** WHAT THIS TASK INVOLVES **
Images are to be excluded from the copy, and the records below reproduced word for word.

(Dataset entries)
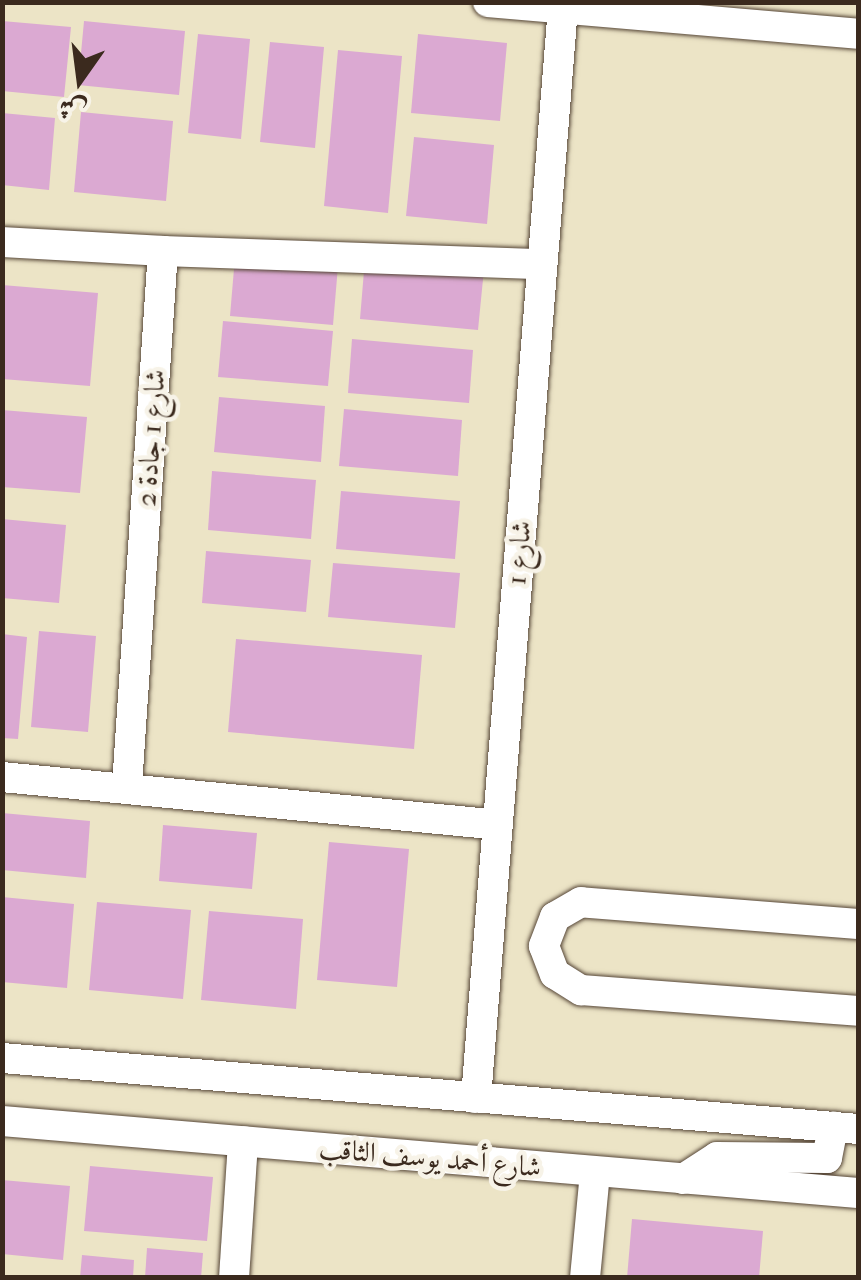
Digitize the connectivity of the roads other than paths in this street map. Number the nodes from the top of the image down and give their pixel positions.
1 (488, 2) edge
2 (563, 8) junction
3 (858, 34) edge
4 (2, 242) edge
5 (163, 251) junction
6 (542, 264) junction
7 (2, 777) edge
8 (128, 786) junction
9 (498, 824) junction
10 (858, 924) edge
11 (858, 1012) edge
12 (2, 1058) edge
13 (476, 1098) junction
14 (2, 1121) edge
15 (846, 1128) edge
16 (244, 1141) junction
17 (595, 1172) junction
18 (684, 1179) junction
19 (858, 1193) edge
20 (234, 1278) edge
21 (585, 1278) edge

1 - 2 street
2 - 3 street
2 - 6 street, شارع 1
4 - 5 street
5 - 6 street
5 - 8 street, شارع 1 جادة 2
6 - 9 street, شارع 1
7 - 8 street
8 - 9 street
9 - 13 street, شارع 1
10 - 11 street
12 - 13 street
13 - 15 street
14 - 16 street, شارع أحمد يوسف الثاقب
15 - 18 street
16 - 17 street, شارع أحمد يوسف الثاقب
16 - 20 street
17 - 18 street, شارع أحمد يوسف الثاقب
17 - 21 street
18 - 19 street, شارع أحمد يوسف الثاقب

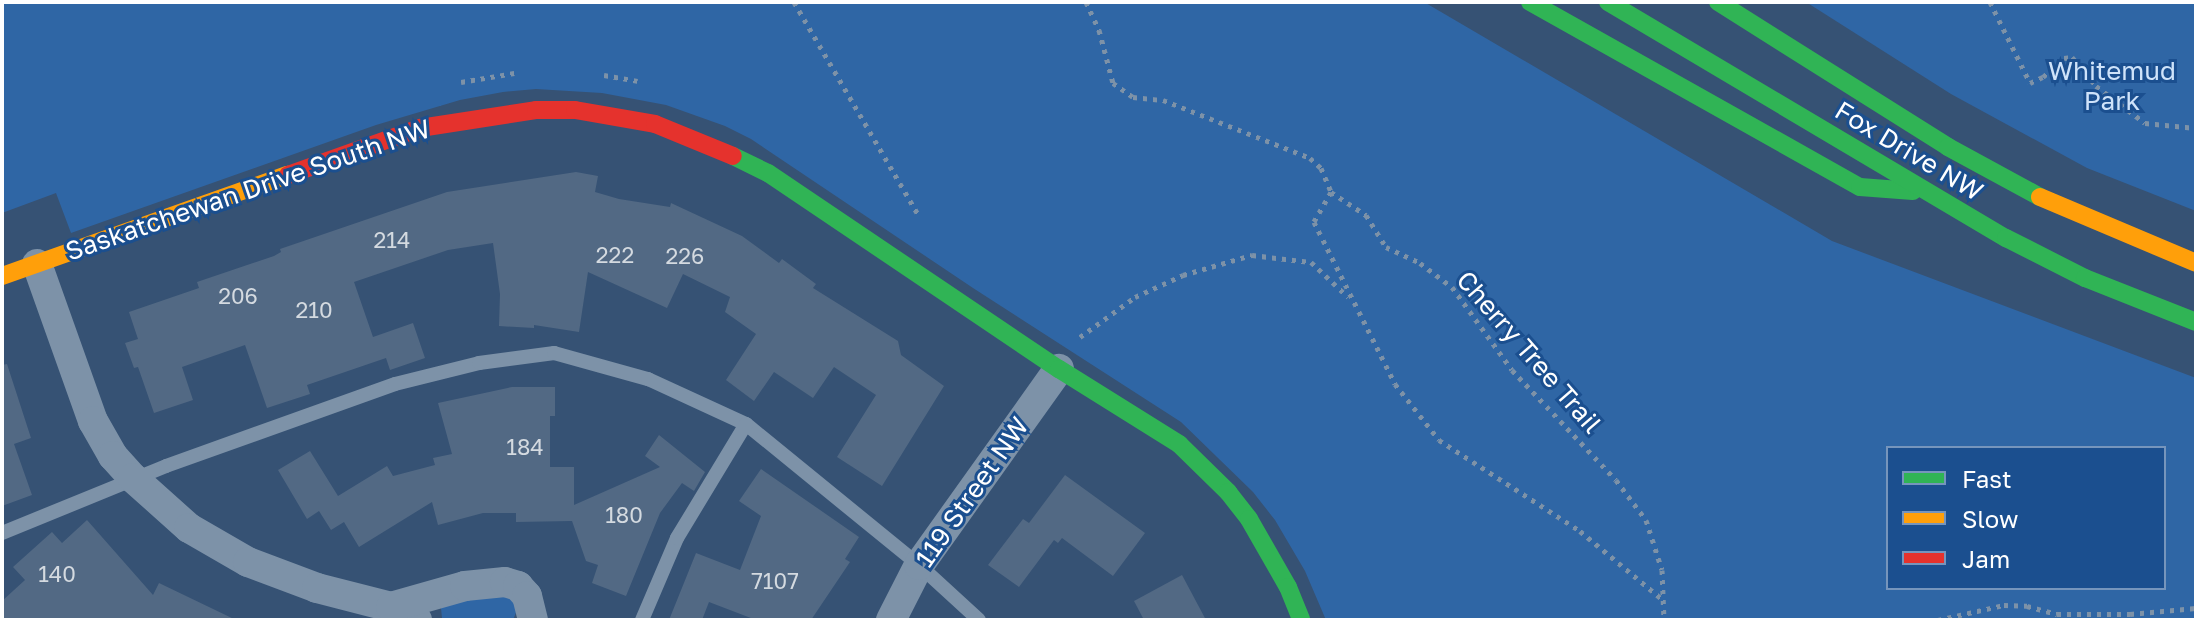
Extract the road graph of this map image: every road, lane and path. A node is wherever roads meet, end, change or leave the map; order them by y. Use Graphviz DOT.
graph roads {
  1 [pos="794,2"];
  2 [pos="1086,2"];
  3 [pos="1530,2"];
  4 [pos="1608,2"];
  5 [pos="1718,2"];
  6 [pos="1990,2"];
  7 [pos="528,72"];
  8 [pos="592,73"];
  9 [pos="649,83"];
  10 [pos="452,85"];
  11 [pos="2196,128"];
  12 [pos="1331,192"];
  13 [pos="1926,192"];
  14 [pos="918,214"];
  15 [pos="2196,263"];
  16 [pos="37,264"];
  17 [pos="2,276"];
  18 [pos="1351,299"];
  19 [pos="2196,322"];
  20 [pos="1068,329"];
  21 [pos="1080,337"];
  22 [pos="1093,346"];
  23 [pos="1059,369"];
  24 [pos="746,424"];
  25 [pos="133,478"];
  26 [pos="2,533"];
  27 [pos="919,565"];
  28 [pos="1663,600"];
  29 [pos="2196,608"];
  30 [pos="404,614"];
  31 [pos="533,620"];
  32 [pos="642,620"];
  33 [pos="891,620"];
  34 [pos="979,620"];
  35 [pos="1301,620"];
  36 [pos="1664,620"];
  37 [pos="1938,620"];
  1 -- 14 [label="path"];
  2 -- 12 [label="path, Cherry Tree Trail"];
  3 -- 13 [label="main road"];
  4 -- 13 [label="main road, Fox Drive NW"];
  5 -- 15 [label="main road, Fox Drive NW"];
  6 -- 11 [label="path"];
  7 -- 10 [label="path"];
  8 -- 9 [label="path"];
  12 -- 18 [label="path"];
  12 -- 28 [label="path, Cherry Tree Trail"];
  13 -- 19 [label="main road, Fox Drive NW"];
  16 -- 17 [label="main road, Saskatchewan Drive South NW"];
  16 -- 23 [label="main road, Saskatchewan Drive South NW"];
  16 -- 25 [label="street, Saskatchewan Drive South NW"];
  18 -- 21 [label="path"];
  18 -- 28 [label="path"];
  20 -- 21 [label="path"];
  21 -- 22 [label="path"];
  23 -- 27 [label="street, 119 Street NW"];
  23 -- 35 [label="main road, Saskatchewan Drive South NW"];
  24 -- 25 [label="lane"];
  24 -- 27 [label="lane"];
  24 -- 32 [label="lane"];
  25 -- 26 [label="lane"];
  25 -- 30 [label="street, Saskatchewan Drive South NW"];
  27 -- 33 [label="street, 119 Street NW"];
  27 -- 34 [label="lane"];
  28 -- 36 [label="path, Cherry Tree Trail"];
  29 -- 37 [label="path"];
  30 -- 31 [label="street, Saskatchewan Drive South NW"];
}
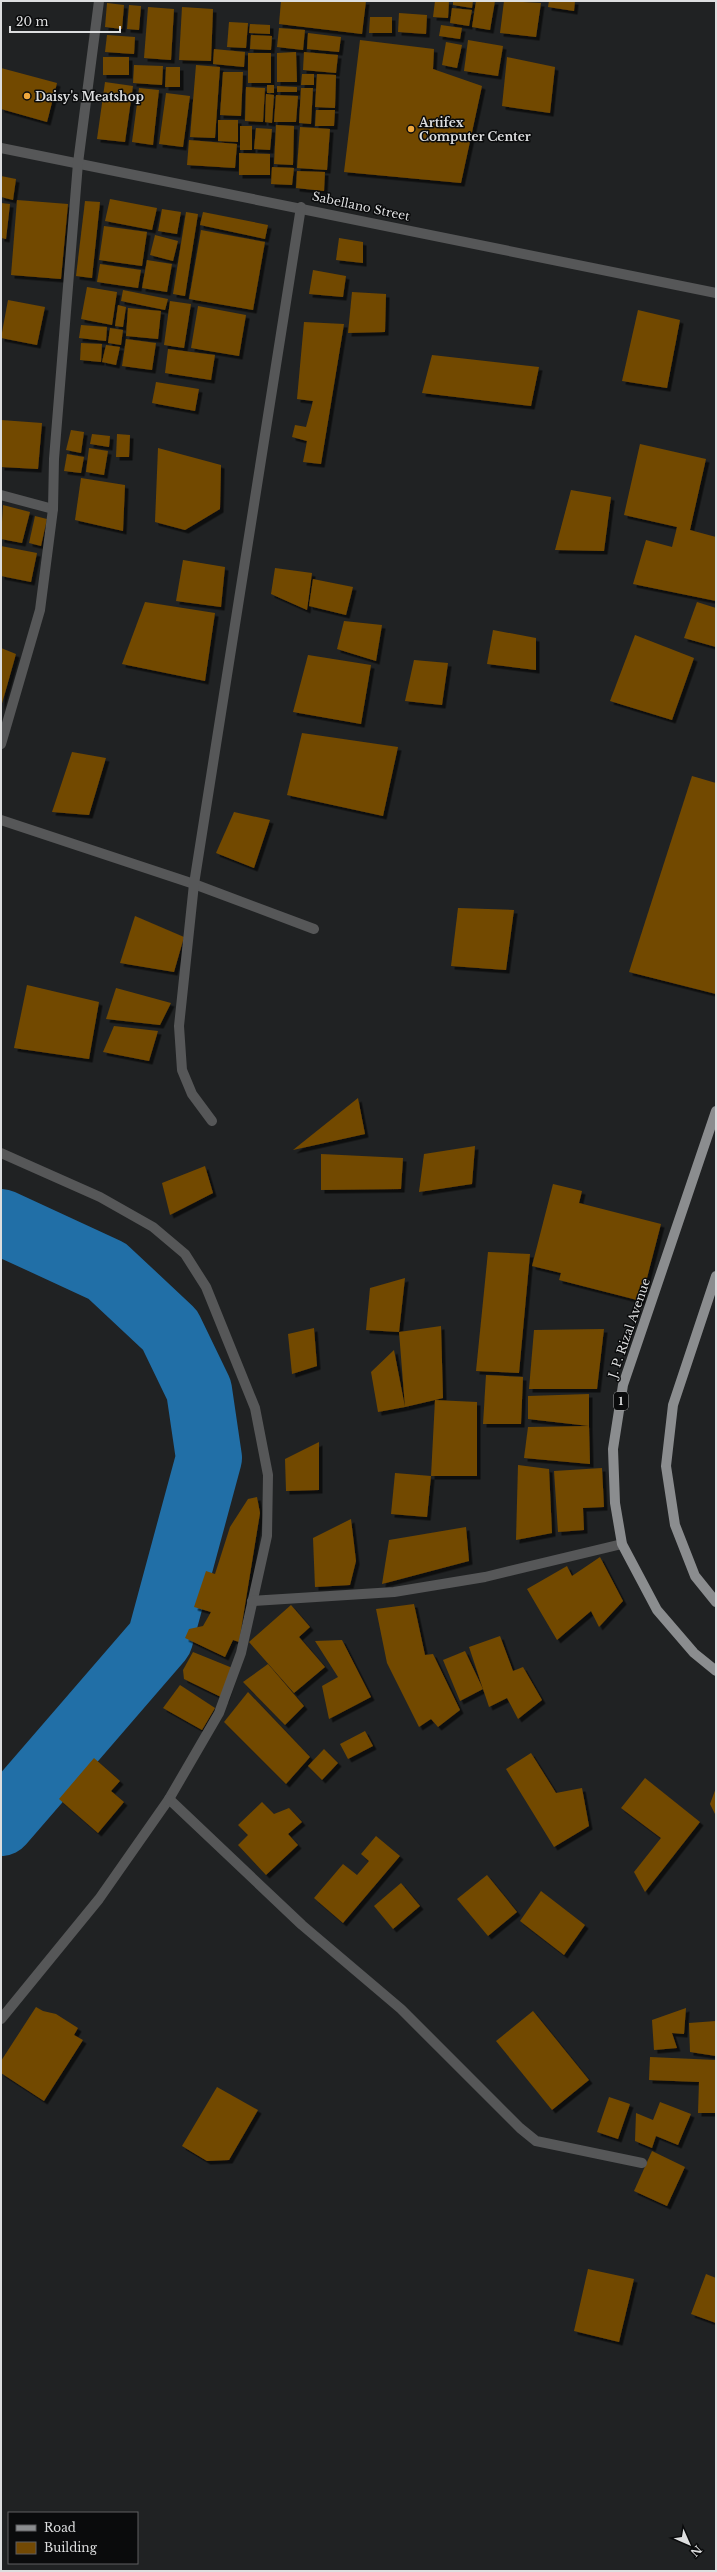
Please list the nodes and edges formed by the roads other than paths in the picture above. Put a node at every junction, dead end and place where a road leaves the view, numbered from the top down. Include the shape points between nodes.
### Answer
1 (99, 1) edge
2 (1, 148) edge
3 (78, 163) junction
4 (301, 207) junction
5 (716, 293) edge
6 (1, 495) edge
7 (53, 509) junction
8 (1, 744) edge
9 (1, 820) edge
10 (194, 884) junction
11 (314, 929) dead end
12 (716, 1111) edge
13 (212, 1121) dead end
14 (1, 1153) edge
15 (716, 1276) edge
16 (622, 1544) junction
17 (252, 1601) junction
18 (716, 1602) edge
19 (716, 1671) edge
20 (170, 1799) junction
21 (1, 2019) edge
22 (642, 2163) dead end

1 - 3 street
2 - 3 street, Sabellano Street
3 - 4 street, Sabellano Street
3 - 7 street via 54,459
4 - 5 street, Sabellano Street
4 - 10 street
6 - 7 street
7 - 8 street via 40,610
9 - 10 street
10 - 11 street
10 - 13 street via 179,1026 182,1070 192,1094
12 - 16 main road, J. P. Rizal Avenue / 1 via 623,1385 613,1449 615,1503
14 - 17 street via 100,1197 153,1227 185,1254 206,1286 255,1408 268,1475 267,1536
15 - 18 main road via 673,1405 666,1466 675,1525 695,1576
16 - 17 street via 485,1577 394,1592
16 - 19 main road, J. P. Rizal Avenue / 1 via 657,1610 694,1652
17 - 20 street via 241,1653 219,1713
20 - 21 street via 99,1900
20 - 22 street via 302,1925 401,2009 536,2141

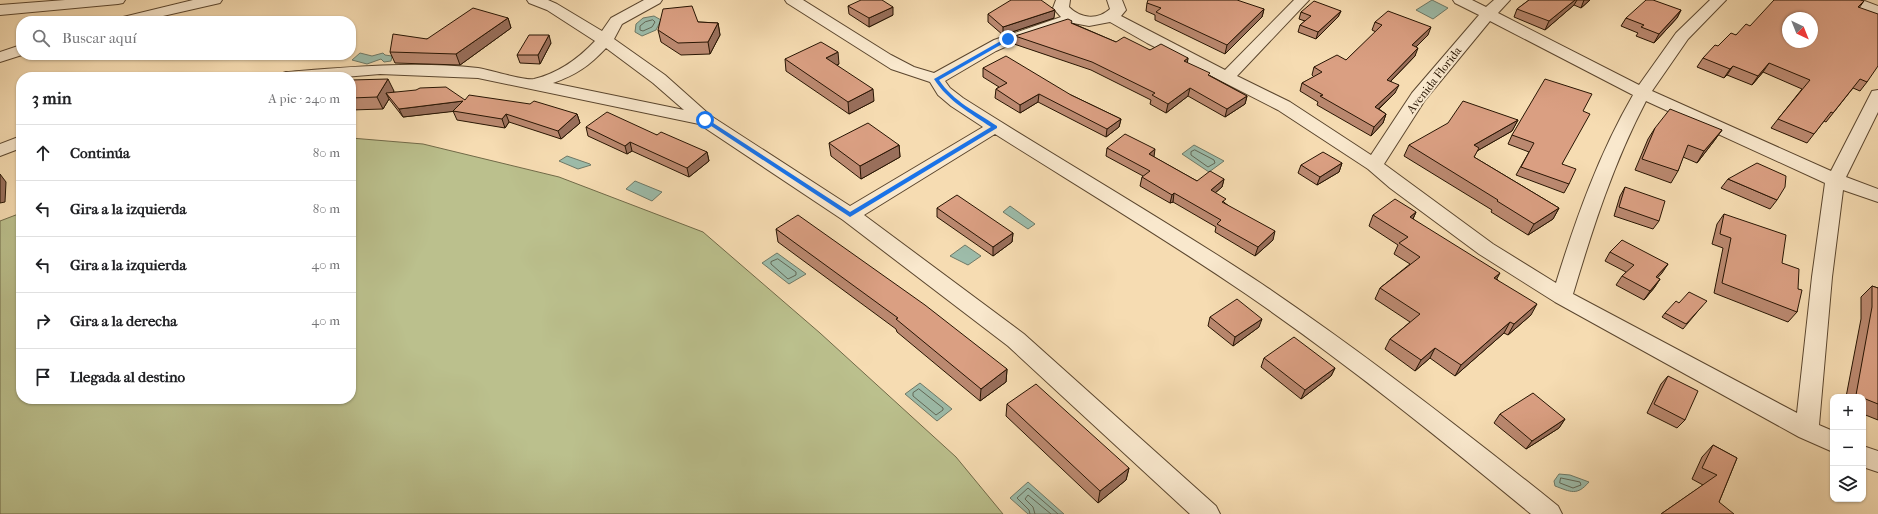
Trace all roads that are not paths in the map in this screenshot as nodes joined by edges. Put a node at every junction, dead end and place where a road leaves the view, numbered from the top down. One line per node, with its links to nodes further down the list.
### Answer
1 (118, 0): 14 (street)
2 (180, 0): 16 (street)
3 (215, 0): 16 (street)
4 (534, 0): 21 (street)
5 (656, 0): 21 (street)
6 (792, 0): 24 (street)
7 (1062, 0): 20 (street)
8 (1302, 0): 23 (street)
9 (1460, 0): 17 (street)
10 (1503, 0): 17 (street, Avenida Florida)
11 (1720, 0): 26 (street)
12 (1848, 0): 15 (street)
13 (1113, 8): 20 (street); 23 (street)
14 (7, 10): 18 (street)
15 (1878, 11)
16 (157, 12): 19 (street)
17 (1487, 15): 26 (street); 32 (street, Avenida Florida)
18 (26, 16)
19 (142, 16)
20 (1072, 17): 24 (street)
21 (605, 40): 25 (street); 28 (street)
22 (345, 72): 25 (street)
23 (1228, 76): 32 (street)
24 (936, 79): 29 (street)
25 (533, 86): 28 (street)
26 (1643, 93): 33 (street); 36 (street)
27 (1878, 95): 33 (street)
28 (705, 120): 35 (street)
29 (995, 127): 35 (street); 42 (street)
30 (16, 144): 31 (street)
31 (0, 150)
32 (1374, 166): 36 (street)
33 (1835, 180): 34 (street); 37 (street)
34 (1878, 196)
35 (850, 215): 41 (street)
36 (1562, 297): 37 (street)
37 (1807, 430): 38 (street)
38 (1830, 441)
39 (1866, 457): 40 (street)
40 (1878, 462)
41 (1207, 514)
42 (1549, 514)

** COMPLETED EXERCISE **
Digitize the connectivity of the roads other than paths in this street map. Number the nodes from the top of the image down and give their pixel positions.
1 (488, 2) edge
2 (563, 8) junction
3 (858, 34) edge
4 (2, 242) edge
5 (163, 251) junction
6 (542, 264) junction
7 (2, 777) edge
8 (128, 786) junction
9 (498, 824) junction
10 (858, 924) edge
11 (858, 1012) edge
12 (2, 1058) edge
13 (476, 1098) junction
14 (2, 1121) edge
15 (846, 1128) edge
16 (244, 1141) junction
17 (595, 1172) junction
18 (684, 1179) junction
19 (858, 1193) edge
20 (234, 1278) edge
21 (585, 1278) edge

1 - 2 street
2 - 3 street
2 - 6 street, شارع 1
4 - 5 street
5 - 6 street
5 - 8 street, شارع 1 جادة 2
6 - 9 street, شارع 1
7 - 8 street
8 - 9 street
9 - 13 street, شارع 1
10 - 11 street
12 - 13 street
13 - 15 street
14 - 16 street, شارع أحمد يوسف الثاقب
15 - 18 street
16 - 17 street, شارع أحمد يوسف الثاقب
16 - 20 street
17 - 18 street, شارع أحمد يوسف الثاقب
17 - 21 street
18 - 19 street, شارع أحمد يوسف الثاقب

Extract the road graph of this map image: every road, lane and path. A node is wherever roads meet, end, change or leave the map; order them by y. Use Graphviz DOT.
graph roads {
  1 [pos="794,2"];
  2 [pos="1086,2"];
  3 [pos="1530,2"];
  4 [pos="1608,2"];
  5 [pos="1718,2"];
  6 [pos="1990,2"];
  7 [pos="528,72"];
  8 [pos="592,73"];
  9 [pos="649,83"];
  10 [pos="452,85"];
  11 [pos="2196,128"];
  12 [pos="1331,192"];
  13 [pos="1926,192"];
  14 [pos="918,214"];
  15 [pos="2196,263"];
  16 [pos="37,264"];
  17 [pos="2,276"];
  18 [pos="1351,299"];
  19 [pos="2196,322"];
  20 [pos="1068,329"];
  21 [pos="1080,337"];
  22 [pos="1093,346"];
  23 [pos="1059,369"];
  24 [pos="746,424"];
  25 [pos="133,478"];
  26 [pos="2,533"];
  27 [pos="919,565"];
  28 [pos="1663,600"];
  29 [pos="2196,608"];
  30 [pos="404,614"];
  31 [pos="533,620"];
  32 [pos="642,620"];
  33 [pos="891,620"];
  34 [pos="979,620"];
  35 [pos="1301,620"];
  36 [pos="1664,620"];
  37 [pos="1938,620"];
  1 -- 14 [label="path"];
  2 -- 12 [label="path, Cherry Tree Trail"];
  3 -- 13 [label="main road"];
  4 -- 13 [label="main road, Fox Drive NW"];
  5 -- 15 [label="main road, Fox Drive NW"];
  6 -- 11 [label="path"];
  7 -- 10 [label="path"];
  8 -- 9 [label="path"];
  12 -- 18 [label="path"];
  12 -- 28 [label="path, Cherry Tree Trail"];
  13 -- 19 [label="main road, Fox Drive NW"];
  16 -- 17 [label="main road, Saskatchewan Drive South NW"];
  16 -- 23 [label="main road, Saskatchewan Drive South NW"];
  16 -- 25 [label="street, Saskatchewan Drive South NW"];
  18 -- 21 [label="path"];
  18 -- 28 [label="path"];
  20 -- 21 [label="path"];
  21 -- 22 [label="path"];
  23 -- 27 [label="street, 119 Street NW"];
  23 -- 35 [label="main road, Saskatchewan Drive South NW"];
  24 -- 25 [label="lane"];
  24 -- 27 [label="lane"];
  24 -- 32 [label="lane"];
  25 -- 26 [label="lane"];
  25 -- 30 [label="street, Saskatchewan Drive South NW"];
  27 -- 33 [label="street, 119 Street NW"];
  27 -- 34 [label="lane"];
  28 -- 36 [label="path, Cherry Tree Trail"];
  29 -- 37 [label="path"];
  30 -- 31 [label="street, Saskatchewan Drive South NW"];
}
Please list the nodes and edges formed by the roads other than paths in the picture above. Put a node at every junction, dead end and place where a road leaves the view, numbered from the top down. Include the shape points between nodes.
### Answer
1 (99, 1) edge
2 (1, 148) edge
3 (78, 163) junction
4 (301, 207) junction
5 (716, 293) edge
6 (1, 495) edge
7 (53, 509) junction
8 (1, 744) edge
9 (1, 820) edge
10 (194, 884) junction
11 (314, 929) dead end
12 (716, 1111) edge
13 (212, 1121) dead end
14 (1, 1153) edge
15 (716, 1276) edge
16 (622, 1544) junction
17 (252, 1601) junction
18 (716, 1602) edge
19 (716, 1671) edge
20 (170, 1799) junction
21 (1, 2019) edge
22 (642, 2163) dead end

1 - 3 street
2 - 3 street, Sabellano Street
3 - 4 street, Sabellano Street
3 - 7 street via 54,459
4 - 5 street, Sabellano Street
4 - 10 street
6 - 7 street
7 - 8 street via 40,610
9 - 10 street
10 - 11 street
10 - 13 street via 179,1026 182,1070 192,1094
12 - 16 main road, J. P. Rizal Avenue / 1 via 623,1385 613,1449 615,1503
14 - 17 street via 100,1197 153,1227 185,1254 206,1286 255,1408 268,1475 267,1536
15 - 18 main road via 673,1405 666,1466 675,1525 695,1576
16 - 17 street via 485,1577 394,1592
16 - 19 main road, J. P. Rizal Avenue / 1 via 657,1610 694,1652
17 - 20 street via 241,1653 219,1713
20 - 21 street via 99,1900
20 - 22 street via 302,1925 401,2009 536,2141

Trace all roads that are not paths in the map in this screenshot as nodes joined by edges. Put a node at every junction, dead end and place where a road leaves the view, numbered from the top down. One line per node, with its links to nodes further down the list.
### Answer
1 (118, 0): 14 (street)
2 (180, 0): 16 (street)
3 (215, 0): 16 (street)
4 (534, 0): 21 (street)
5 (656, 0): 21 (street)
6 (792, 0): 24 (street)
7 (1062, 0): 20 (street)
8 (1302, 0): 23 (street)
9 (1460, 0): 17 (street)
10 (1503, 0): 17 (street, Avenida Florida)
11 (1720, 0): 26 (street)
12 (1848, 0): 15 (street)
13 (1113, 8): 20 (street); 23 (street)
14 (7, 10): 18 (street)
15 (1878, 11)
16 (157, 12): 19 (street)
17 (1487, 15): 26 (street); 32 (street, Avenida Florida)
18 (26, 16)
19 (142, 16)
20 (1072, 17): 24 (street)
21 (605, 40): 25 (street); 28 (street)
22 (345, 72): 25 (street)
23 (1228, 76): 32 (street)
24 (936, 79): 29 (street)
25 (533, 86): 28 (street)
26 (1643, 93): 33 (street); 36 (street)
27 (1878, 95): 33 (street)
28 (705, 120): 35 (street)
29 (995, 127): 35 (street); 42 (street)
30 (16, 144): 31 (street)
31 (0, 150)
32 (1374, 166): 36 (street)
33 (1835, 180): 34 (street); 37 (street)
34 (1878, 196)
35 (850, 215): 41 (street)
36 (1562, 297): 37 (street)
37 (1807, 430): 38 (street)
38 (1830, 441)
39 (1866, 457): 40 (street)
40 (1878, 462)
41 (1207, 514)
42 (1549, 514)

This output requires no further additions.